■ WHAT THIS TASK INVOLVES ■
How many of the lines in the data contain "positions"? Give only the number.

■ RECORDS PROVIDED ■
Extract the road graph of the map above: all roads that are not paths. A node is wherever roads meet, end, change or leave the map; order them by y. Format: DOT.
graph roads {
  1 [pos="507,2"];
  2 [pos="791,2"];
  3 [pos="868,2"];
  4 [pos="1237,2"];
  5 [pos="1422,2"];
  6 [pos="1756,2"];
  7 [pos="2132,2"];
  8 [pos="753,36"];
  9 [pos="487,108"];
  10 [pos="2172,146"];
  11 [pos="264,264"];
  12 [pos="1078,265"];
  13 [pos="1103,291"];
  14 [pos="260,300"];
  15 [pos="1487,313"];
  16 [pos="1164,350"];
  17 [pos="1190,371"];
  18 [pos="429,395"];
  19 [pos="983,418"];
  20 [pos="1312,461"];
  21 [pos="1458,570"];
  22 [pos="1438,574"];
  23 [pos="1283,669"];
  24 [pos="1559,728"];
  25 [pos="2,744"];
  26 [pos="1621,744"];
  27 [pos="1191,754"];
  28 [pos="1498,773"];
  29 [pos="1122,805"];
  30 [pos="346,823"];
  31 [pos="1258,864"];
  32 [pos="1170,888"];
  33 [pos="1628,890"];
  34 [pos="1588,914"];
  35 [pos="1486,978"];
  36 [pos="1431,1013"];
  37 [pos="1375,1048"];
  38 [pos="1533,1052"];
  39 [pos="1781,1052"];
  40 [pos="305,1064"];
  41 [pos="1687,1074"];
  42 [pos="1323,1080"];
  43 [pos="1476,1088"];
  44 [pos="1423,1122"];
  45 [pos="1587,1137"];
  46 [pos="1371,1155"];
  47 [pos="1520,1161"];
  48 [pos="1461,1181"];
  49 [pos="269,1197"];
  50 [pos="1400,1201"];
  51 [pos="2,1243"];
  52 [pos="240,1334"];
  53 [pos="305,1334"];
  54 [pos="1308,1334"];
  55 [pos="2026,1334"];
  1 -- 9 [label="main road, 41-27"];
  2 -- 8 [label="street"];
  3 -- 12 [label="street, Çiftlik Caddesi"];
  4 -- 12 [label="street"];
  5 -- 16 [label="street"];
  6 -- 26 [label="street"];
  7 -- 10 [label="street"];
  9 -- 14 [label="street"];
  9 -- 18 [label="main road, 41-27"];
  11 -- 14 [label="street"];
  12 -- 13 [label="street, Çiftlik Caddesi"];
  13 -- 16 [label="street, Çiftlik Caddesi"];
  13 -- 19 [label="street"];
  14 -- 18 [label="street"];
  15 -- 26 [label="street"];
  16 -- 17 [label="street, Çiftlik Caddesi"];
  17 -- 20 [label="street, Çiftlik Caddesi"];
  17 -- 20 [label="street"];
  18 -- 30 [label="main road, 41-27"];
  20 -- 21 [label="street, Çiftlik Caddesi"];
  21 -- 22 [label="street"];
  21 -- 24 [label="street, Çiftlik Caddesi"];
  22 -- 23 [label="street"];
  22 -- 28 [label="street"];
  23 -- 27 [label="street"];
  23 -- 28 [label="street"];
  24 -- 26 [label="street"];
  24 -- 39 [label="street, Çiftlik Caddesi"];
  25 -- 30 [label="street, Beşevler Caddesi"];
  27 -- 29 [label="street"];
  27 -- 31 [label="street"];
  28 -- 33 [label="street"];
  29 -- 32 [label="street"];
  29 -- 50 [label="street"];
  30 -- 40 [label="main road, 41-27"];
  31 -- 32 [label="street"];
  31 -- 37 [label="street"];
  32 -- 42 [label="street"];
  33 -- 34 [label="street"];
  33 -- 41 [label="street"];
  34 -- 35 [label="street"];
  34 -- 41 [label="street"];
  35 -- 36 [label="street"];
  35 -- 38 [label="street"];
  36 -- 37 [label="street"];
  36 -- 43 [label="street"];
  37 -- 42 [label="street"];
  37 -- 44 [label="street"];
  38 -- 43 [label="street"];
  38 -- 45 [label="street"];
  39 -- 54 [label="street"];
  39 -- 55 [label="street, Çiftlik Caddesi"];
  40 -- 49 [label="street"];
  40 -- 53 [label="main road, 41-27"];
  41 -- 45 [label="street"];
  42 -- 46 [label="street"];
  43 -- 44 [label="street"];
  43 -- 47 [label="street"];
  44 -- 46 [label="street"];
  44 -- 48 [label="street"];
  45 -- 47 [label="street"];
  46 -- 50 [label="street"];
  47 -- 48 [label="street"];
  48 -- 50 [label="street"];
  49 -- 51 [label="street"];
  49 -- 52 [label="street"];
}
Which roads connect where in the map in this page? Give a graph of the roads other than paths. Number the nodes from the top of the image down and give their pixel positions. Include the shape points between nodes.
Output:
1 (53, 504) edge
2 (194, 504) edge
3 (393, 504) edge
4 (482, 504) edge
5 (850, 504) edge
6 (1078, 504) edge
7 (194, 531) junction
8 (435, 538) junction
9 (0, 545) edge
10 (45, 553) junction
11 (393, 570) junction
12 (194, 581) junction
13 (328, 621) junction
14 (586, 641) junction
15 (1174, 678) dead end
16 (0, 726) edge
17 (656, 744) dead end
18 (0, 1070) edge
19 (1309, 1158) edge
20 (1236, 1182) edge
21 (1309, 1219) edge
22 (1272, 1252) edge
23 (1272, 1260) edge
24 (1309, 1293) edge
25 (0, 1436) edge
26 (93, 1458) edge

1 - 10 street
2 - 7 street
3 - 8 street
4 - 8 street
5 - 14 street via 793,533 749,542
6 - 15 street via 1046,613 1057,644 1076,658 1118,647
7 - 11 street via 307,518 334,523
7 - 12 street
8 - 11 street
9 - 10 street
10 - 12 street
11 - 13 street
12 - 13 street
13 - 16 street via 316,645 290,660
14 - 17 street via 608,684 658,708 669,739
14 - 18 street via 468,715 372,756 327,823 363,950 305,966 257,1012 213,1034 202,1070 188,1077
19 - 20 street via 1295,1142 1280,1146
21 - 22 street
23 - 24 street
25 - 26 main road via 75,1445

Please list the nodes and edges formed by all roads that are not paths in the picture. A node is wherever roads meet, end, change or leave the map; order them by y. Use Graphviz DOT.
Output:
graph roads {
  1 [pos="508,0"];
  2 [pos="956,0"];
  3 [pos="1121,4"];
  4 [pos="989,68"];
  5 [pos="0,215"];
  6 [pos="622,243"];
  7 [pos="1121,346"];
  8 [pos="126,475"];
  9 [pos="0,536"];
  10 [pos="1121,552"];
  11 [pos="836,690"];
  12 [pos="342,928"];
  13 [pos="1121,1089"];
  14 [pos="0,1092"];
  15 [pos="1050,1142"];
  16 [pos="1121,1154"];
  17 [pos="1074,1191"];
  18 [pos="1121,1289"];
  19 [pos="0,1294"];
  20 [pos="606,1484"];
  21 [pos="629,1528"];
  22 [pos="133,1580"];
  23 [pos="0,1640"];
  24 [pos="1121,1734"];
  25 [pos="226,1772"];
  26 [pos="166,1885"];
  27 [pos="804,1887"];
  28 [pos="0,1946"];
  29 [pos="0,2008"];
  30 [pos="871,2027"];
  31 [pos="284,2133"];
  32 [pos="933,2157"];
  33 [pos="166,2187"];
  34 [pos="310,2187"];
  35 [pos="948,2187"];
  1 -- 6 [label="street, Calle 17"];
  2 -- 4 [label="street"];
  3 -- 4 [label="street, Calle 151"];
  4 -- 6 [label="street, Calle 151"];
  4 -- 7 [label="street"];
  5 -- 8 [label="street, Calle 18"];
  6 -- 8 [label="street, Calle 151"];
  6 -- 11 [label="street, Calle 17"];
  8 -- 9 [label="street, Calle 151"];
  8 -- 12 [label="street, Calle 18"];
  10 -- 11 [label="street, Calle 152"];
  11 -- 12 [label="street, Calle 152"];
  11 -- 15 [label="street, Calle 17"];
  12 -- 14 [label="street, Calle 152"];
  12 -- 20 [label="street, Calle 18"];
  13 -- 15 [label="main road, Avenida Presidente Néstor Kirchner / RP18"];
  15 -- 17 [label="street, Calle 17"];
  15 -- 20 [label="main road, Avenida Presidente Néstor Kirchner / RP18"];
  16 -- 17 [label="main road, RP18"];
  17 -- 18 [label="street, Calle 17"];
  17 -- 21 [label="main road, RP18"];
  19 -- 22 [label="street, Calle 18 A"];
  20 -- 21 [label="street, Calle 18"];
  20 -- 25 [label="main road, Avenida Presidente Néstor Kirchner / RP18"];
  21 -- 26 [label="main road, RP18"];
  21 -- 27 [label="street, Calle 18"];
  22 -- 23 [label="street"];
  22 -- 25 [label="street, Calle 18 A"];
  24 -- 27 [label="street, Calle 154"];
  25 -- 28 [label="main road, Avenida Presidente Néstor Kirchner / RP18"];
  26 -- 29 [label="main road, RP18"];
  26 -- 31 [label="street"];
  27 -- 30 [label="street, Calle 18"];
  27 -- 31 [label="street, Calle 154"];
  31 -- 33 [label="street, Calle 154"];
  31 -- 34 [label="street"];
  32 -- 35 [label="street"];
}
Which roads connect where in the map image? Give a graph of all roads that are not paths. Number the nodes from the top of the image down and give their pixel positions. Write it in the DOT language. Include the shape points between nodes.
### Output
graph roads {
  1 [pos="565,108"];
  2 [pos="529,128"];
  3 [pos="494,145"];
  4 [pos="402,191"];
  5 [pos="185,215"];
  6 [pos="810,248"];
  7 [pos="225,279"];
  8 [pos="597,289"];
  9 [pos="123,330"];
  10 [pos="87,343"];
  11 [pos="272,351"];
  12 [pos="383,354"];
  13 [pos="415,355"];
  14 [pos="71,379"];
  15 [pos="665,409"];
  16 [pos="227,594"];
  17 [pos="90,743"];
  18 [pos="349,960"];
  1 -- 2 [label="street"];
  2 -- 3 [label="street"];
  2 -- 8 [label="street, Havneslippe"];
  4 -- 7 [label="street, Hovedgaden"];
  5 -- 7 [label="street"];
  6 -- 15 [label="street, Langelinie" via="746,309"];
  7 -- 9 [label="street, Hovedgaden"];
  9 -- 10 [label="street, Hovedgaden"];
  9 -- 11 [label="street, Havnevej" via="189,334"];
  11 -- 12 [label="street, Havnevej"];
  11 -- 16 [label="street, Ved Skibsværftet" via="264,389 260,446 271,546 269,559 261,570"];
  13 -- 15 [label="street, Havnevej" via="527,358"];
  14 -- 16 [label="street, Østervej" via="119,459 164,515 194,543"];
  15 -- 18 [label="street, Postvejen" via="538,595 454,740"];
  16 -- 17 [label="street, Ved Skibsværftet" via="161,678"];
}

■ SOLUTION ■
2